Peripheral Stem Cell Transplant in Treating Patients With Metastatic Kidney Cancer
Kidney Cancer
Conditions: official terms
Carcinoma, Renal Cell - Kidney Neoplasms
Conditions: Keywords
stage IV renal cell cancer, recurrent renal cell cancer
Study Type
Study Phase
Phase 2
Study Design
Masking: Open Label, Primary Purpose: Treatment
Name: anti-thymocyte globulin Type: Biological
Name: cyclophosphamide Type: Drug
Name: cyclosporine Type: Drug
Name: fludarabine phosphate Type: Drug
Name: methotrexate Type: Drug
Name: mycophenolate mofetil Type: Drug
Overall Status
RATIONALE: Giving low doses of chemotherapy, such as cyclophosphamide and fludarabine, before a donor peripheral blood stem cell transplant helps stop the growth of tumor cells. It may also stop the patient's immune system from rejecting the donor's stem cells. The donated stem cells may replace the patient's immune cells and help destroy any remaining tumor cells (graft-versus-tumor effect). Giving an infusion of the donor's T cells (donor lymphocyte infusion) after the transplant may help increase this effect. Sometimes the transplanted cells from a donor can also make an immune response against the body's normal cells. Giving cyclosporine with or without mycophenolate mofetil or methotrexate after the transplant may stop this from happening.

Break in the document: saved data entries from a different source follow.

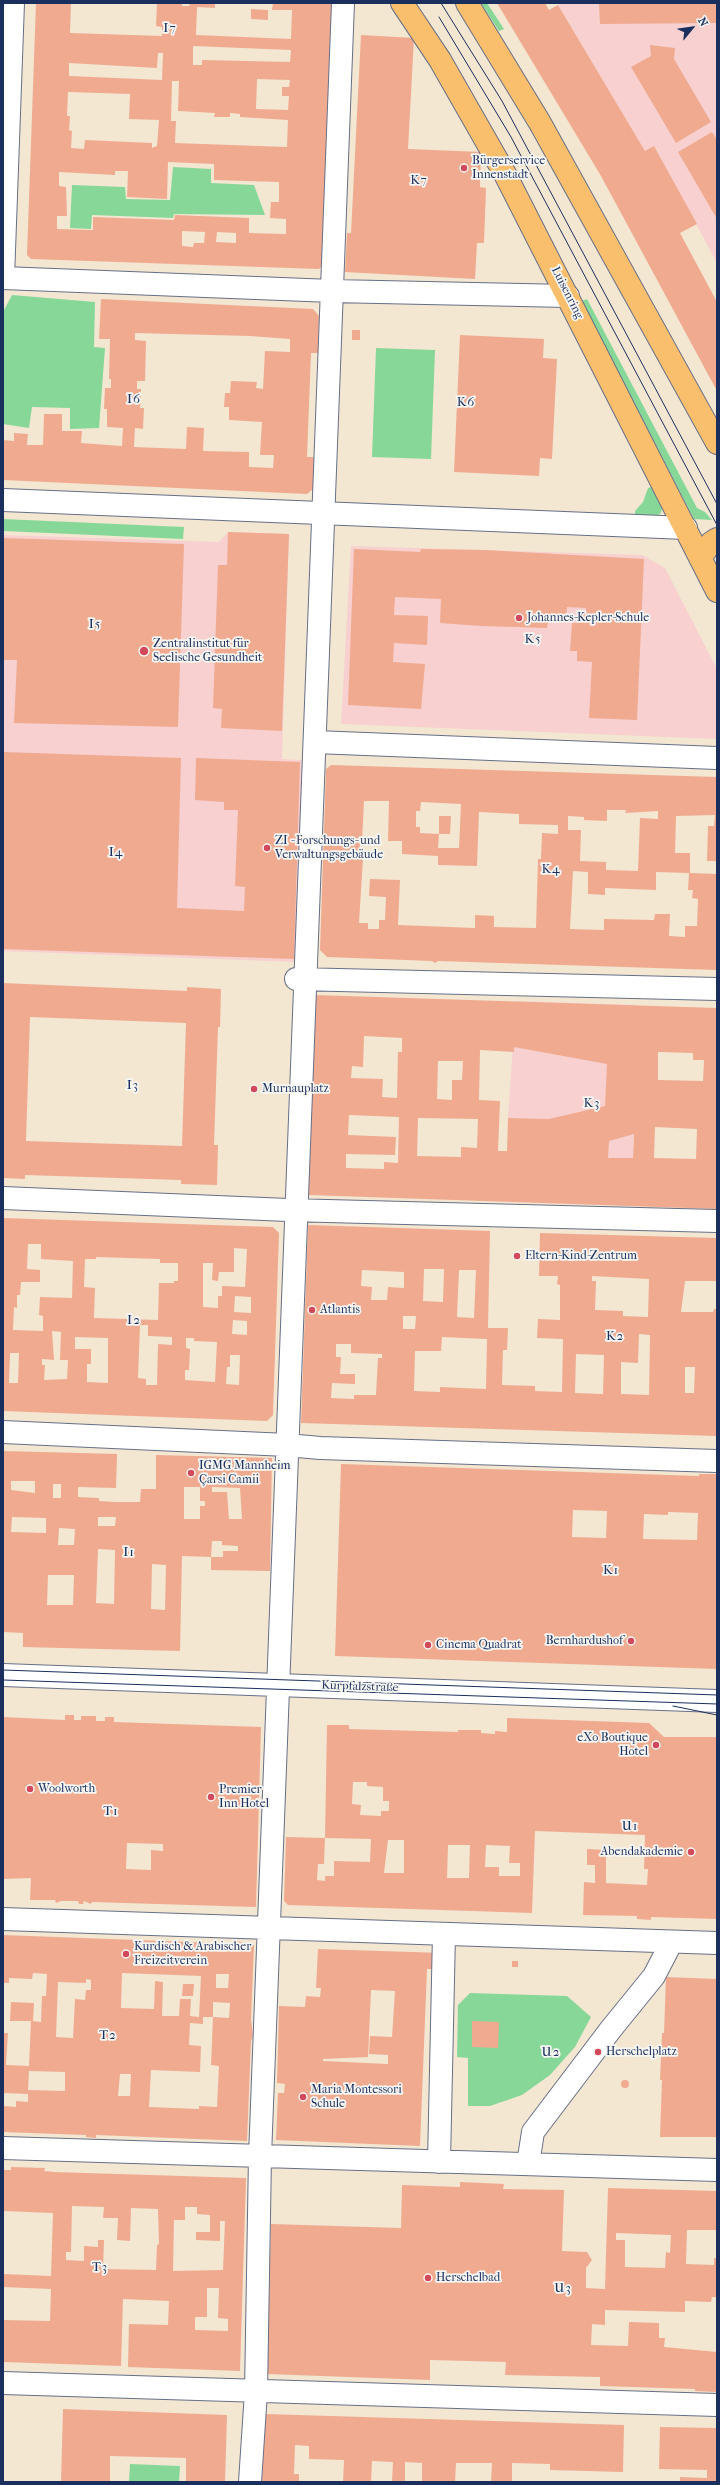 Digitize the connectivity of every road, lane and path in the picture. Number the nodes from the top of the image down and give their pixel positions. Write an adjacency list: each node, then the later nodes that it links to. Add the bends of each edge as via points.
1 (13, 3): 5 (street)
2 (467, 3): 8 (main road, via 540,123)
3 (344, 4): 6 (street)
4 (407, 6): 7 (main road, Luisenring, via 470,110)
5 (3, 278): 6 (street)
6 (332, 291): 7 (street); 10 (street)
7 (568, 296): 11 (main road, Luisenring)
8 (717, 443)
9 (3, 500): 10 (street)
10 (324, 514): 11 (street); 15 (street)
11 (686, 528): 13 (main road, Luisenring)
12 (717, 539): 13 (main road)
13 (700, 558): 14 (main road, Luisenring)
14 (717, 591)
15 (315, 742): 16 (street); 17 (street)
16 (717, 758)
17 (301, 979): 18 (street); 20 (street)
18 (717, 989)
19 (3, 1198): 20 (street)
20 (297, 1210): 21 (street); 23 (street)
21 (717, 1221)
22 (3, 1432): 23 (street)
23 (287, 1445): 24 (street); 26 (street)
24 (717, 1461)
25 (3, 1675): 26 (street, Kurpfalzstraße)
26 (279, 1684): 27 (street, Kurpfalzstraße); 29 (street)
27 (717, 1701)
28 (3, 1919): 29 (street)
29 (270, 1928): 30 (street); 34 (street)
30 (444, 1934): 31 (street); 35 (street)
31 (717, 1943)
32 (668, 1949): 36 (street, via 654,1976 534,2132)
33 (3, 2148): 34 (street)
34 (260, 2156): 35 (street); 39 (street)
35 (439, 2162): 36 (street)
36 (528, 2164): 37 (street)
37 (717, 2170)
38 (3, 2383): 39 (street)
39 (256, 2392): 40 (street); 41 (street)
40 (717, 2405)
41 (250, 2482)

PURPOSE: This phase II trial is studying how well peripheral stem cell transplant works in treating patients with metastatic kidney cancer.
Detailed Description

- Determine the antitumor effect of allogeneic peripheral blood stem cell transplantation (PBSCT) in patients with metastatic renal cell carcinoma.

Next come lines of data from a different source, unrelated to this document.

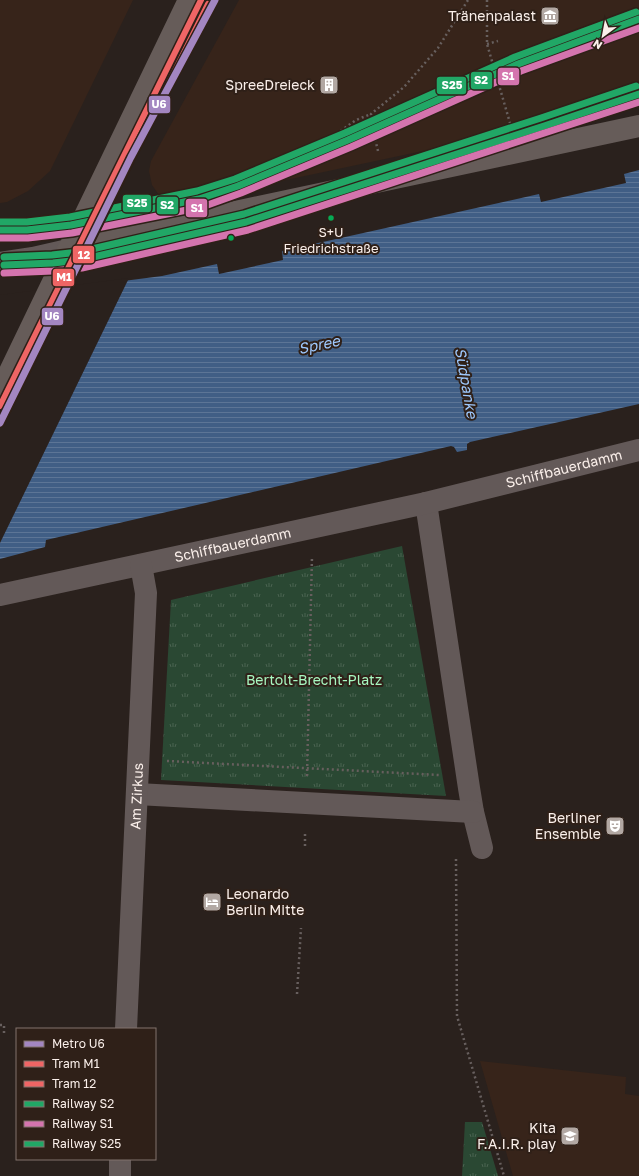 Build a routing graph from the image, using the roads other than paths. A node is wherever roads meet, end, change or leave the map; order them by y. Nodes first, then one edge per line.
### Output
1 (189, 0) edge
2 (639, 126) edge
3 (68, 250) junction
4 (0, 263) edge
5 (0, 392) edge
6 (639, 450) edge
7 (426, 503) junction
8 (141, 565) junction
9 (0, 594) edge
10 (137, 794) junction
11 (473, 812) junction
12 (482, 848) dead end
13 (126, 1028) edge
14 (120, 1160) edge
15 (120, 1176) edge

1 - 3 street
2 - 3 street
3 - 4 street
3 - 5 street
6 - 7 street, Schiffbauerdamm
7 - 8 street, Schiffbauerdamm
7 - 11 street
8 - 9 street, Schiffbauerdamm
8 - 10 street, Am Zirkus
10 - 11 street
10 - 13 street, Am Zirkus
11 - 12 street
14 - 15 street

- Evaluate the safety and toxicity of a nonmyeloablative, low-intensity, preparative regimen followed by an HLA-matched allogeneic PBSCT in these patients.

- Determine engraftment by measuring donor-recipient chimerism in lymphoid and myeloid lineages in patients treated with this regimen.

- Determine the relationship between donor-host chimerism and the incidence of acute and chronic graft-versus-host disease in patients treated with this regimen.

- Determine the effect of lymphocyte infusions on donor-host chimerism in this patient population.

- Determine the response rate, disease-free survival, overall survival, and mortality from the procedure or tumor progression in patients treated with this regimen.


- Nonmyeloablative preparative regimen: Patients receive 1 of 3 preparative regimens prior to peripheral blood progenitor cell (PBPC) transplantation. (Regimens 2 and 3 closed to accrual as of 10/1/03.)

- Regimen 1: Patients receive cyclophosphamide IV over 1 hour on days -7 and -6 and fludarabine IV over 30 minutes on days -5 to -1.

- Regimen 2 (closed to accrual as of 10/1/03): Patients receive cyclophosphamide IV over 1 hour on days -7 and -6, fludarabine IV over 30 minutes on days -5 to -1, and antithymocyte globulin on days -5 to -2.

- Regimen 3 (closed to accrual as of 10/1/03): Patients receive cyclophosphamide IV over 1 hour on days -8 to -6, fludarabine IV over 30 minutes on days -5 to -1, and antithymocyte globulin on days -5 to -2.

- PBPC transplantation: Patients undergo mobilized CD34+ PBPC transplantation on day 0. PBPC transplantation may be repeated on days 1 and 2, if deemed necessary.

- Graft-versus-host disease (GVHD) prophylaxis: Patients receive 1 of 3 GVHD prophylaxis regimens.

- Regimen 1 (closed to accrual as of 10/17/00): Patients receive cyclosporine IV over 12 hours or orally beginning on day -4 and continuing for up to approximately 3 months.

- Regimen 2 (open to accrual from 10/17/00 through 2/11/02): Patients receive cyclosporine as in regimen 1. Patients also receive mycophenolate mofetil.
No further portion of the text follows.